Stored data:
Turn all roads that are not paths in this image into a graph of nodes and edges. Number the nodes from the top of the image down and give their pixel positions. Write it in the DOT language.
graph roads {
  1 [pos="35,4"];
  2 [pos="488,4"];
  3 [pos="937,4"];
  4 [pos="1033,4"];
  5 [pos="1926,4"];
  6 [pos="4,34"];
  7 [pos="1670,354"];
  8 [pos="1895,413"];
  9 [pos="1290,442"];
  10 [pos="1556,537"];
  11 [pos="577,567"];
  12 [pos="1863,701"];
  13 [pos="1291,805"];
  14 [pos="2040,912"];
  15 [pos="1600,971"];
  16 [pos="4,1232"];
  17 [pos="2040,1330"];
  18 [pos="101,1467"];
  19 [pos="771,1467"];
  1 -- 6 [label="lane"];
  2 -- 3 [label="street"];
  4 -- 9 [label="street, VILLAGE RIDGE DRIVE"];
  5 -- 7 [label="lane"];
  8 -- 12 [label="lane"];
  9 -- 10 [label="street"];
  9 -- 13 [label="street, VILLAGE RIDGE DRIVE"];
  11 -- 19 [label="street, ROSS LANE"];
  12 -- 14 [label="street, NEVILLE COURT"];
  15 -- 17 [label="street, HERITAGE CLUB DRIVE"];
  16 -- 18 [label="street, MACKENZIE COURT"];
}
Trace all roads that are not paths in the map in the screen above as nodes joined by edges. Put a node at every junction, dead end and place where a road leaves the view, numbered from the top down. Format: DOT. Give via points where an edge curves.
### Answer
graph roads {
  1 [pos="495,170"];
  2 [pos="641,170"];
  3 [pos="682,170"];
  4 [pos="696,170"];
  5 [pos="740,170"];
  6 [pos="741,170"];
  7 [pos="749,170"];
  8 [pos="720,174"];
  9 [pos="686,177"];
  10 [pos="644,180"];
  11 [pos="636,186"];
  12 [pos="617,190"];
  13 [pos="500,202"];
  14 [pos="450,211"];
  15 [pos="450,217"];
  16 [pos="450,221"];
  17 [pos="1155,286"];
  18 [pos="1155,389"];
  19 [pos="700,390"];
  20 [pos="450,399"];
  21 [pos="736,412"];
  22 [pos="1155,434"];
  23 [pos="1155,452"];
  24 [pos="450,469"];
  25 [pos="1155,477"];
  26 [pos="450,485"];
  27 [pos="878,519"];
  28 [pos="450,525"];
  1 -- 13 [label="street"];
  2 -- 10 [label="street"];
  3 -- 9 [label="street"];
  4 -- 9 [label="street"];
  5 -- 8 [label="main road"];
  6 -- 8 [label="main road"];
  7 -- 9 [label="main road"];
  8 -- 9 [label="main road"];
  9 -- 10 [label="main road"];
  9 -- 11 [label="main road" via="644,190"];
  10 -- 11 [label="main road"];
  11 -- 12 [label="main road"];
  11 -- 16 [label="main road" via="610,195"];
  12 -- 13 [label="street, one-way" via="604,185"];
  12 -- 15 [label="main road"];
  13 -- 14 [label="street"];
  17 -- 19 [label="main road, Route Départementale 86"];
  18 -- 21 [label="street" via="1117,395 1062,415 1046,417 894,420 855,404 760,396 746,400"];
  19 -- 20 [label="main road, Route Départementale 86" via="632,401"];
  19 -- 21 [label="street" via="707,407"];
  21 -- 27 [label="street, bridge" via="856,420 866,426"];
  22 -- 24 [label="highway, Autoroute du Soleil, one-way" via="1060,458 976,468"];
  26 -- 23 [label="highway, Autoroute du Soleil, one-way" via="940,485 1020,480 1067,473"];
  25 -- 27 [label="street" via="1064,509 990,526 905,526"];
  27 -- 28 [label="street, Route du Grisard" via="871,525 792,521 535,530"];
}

▶ **Work task**
What lines above contain the word "edges"? Return each such line.

▶ **Output for this exercise**
Turn all roads that are not paths in this image into a graph of nodes and edges. Number the nodes from the top of the image down and give their pixel positions. Write it in the DOT language.
Trace all roads that are not paths in the map in the screen above as nodes joined by edges. Put a node at every junction, dead end and place where a road leaves the view, numbered from the top down. Format: DOT. Give via points where an edge curves.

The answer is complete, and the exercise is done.